Supplied records START

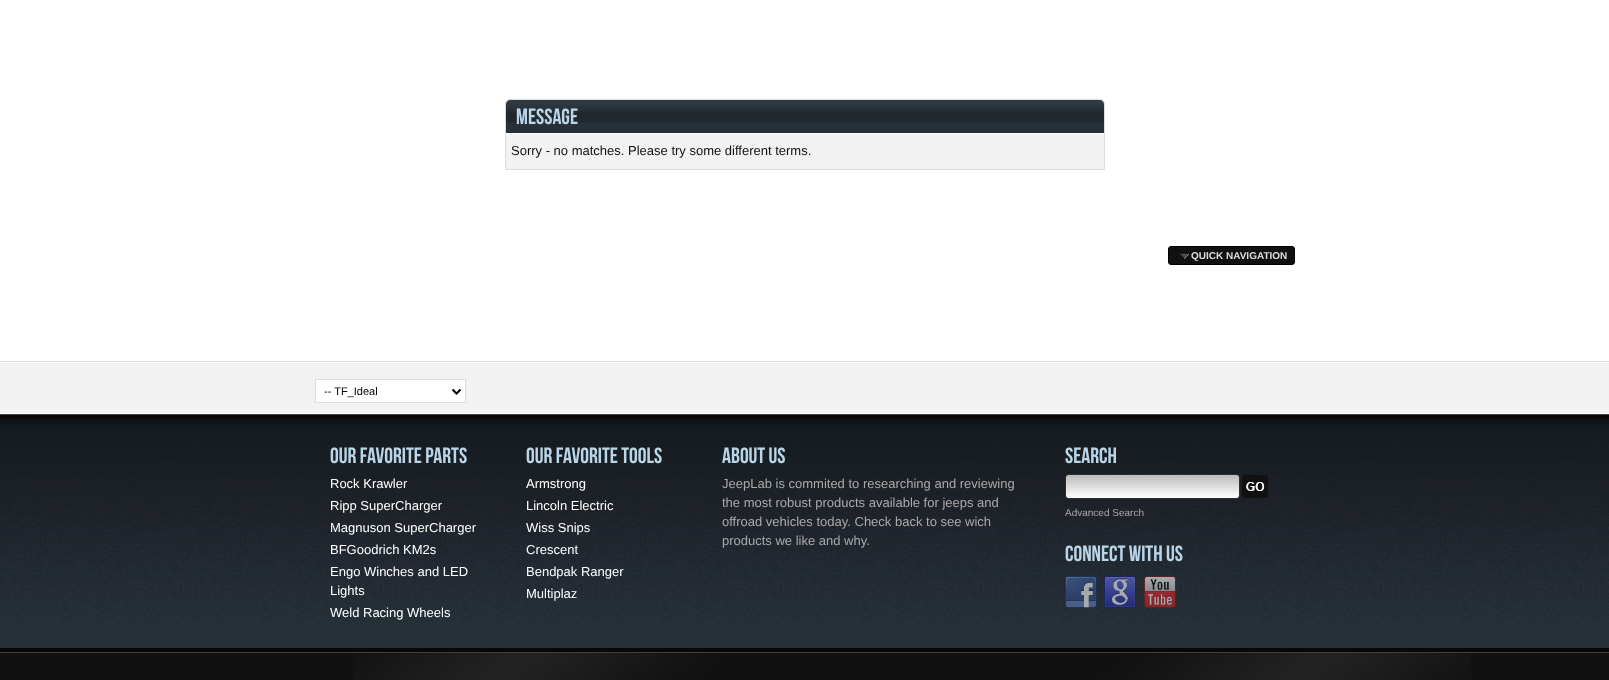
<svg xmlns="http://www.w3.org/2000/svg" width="1609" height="680">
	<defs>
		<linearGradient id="g1" gradientUnits="userSpaceOnUse" x1="1153" y1="475" x2="1153" y2="498"><stop offset="0" stop-color="#BBBBBB" /><stop offset="1" stop-color="#FFFFFF" /></linearGradient>
	</defs>
	<rect width="100%" height="100%" fill="#FFFFFF" />
	<path d="M510 100H1100C1102 100 1104 102 1104 104V133H506V104C506 102 508 100 510 100Z" fill="#273037" />
	<image x="506" y="100" width="598" height="23" href="assets/img1.png" />
	<path d="M510 99H1100C1103 99 1105 101 1105 104V133H505V104C505 101 507 99 510 99ZM510 100H1100C1102 100 1104 102 1104 104V133H506V104C506 102 508 100 510 100Z" fill="#DDDDDD" fill-rule="evenodd" />
	<text x="516" y="124" font-family="Bebas Neue" font-size="22" fill="#B9D5E7">MESSAGE</text>
	<rect x="506" y="134" width="598" height="35" fill="#F2F2F2" />
	<rect x="1104" y="133" width="1" height="37" fill="#DDDDDD" />
	<rect x="505" y="169" width="600" height="1" fill="#DDDDDD" />
	<rect x="505" y="133" width="1" height="37" fill="#DDDDDD" />
	<text x="511" y="155" font-family="Liberation Sans" font-size="13" fill="#111111">Sorry - no matches. Please try some different terms.</text>
	<rect x="1168.5" y="246.5" width="126" height="18" rx="2.5" fill="#111111" stroke="#000000" />
	<image x="1180" y="253" width="9" height="6" href="assets/img2.png" />
	<text x="1191" y="259" font-family="Liberation Sans" font-size="10" font-weight="700" fill="#DDDDDD">QUICK NAVIGATION</text>
	<rect x="0" y="363" width="1609" height="50" fill="#F2F2F2" />
	<rect x="0" y="361" width="1609" height="1" fill="#DDDDDD" />
	<rect x="315.5" y="379.5" width="150" height="23" fill="#FFFFFF" stroke="#DDDDDD" />
	<path d="M452.5 389.5L456.5 393.5L460.5 389.5" fill="none" stroke="#000000" stroke-width="2" />
	<text x="324" y="395" font-family="Liberation Sans" font-size="11" fill="#000000">-- TF_Ideal</text>
	<rect x="0" y="623" width="1609" height="25" fill="#273037" />
	<image x="0" y="419" width="1609" height="204" href="assets/img3.png" />
	<rect x="0" y="414" width="1609" height="1" fill="#3F3F3F" />
	<rect x="0" y="415" width="1609" height="4" fill="#080808" />
	<rect x="0" y="648" width="1609" height="4" fill="#080808" />
	<text x="330" y="463" font-family="Bebas Neue" font-size="22" fill="#B9D5E7">OUR FAVORITE PARTS</text>
	<g font-family="Liberation Sans" font-size="13" fill="#FFFFFF">
		<text x="330" y="488">Rock Krawler</text>
		<text x="330" y="510">Ripp SuperCharger</text>
		<text x="330" y="532">Magnuson SuperCharger</text>
		<text x="330" y="554">BFGoodrich KM2s</text>
		<text x="330" y="576">Engo Winches and LED</text>
		<text x="330" y="595">Lights</text>
		<text x="330" y="617">Weld Racing Wheels</text>
	</g>
	<text x="526" y="463" font-family="Bebas Neue" font-size="22" fill="#B9D5E7">OUR FAVORITE TOOLS</text>
	<g font-family="Liberation Sans" font-size="13" fill="#FFFFFF">
		<text x="526" y="488">Armstrong</text>
		<text x="526" y="510">Lincoln Electric</text>
		<text x="526" y="532">Wiss Snips</text>
		<text x="526" y="554">Crescent</text>
		<text x="526" y="576">Bendpak Ranger</text>
		<text x="526" y="598">Multiplaz</text>
	</g>
	<text x="722" y="463" font-family="Bebas Neue" font-size="22" fill="#B9D5E7">ABOUT US</text>
	<g font-family="Liberation Sans" font-size="13" fill="#AAAAAA">
		<text x="722" y="488">JeepLab is commited to researching and reviewing</text>
		<text x="722" y="507">the most robust products available for jeeps and</text>
		<text x="722" y="526">offroad vehicles today. Check back to see wich</text>
		<text x="722" y="545">products we like and why.</text>
	</g>
	<text x="1065" y="463" font-family="Bebas Neue" font-size="22" fill="#B9D5E7">SEARCH</text>
	<rect x="1066" y="475" width="173" height="23" rx="2" fill="url(#g1)" />
	<rect x="1065.5" y="474.5" width="174" height="24" rx="2.5" fill="none" stroke="#273037" />
	<image x="1242" y="475" width="26" height="23" href="assets/img4.png" />
	<text x="1065" y="516" font-family="Liberation Sans" font-size="10" fill="#AAAAAA">Advanced Search</text>
	<text x="1065" y="561" font-family="Bebas Neue" font-size="22" fill="#B9D5E7">CONNECT WITH US</text>
	<image x="1065" y="576" width="32" height="32" href="assets/img5.png" />
	<image x="1104" y="576" width="32" height="32" href="assets/img6.png" />
	<image x="1144" y="576" width="32" height="32" href="assets/img7.png" />
	<rect x="0" y="653" width="1609" height="27" fill="#111111" />
	<image x="353" y="653" width="1118" height="27" href="assets/img8.png" />
	<rect x="0" y="652" width="1609" height="1" fill="#3F3F3F" />
</svg>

Supplied records END

• **Prompt**
Copy every line of the entries in which "SuperCharger" can be found.

• **Answer space**
		<text x="330" y="510">Ripp SuperCharger</text>
		<text x="330" y="532">Magnuson SuperCharger</text>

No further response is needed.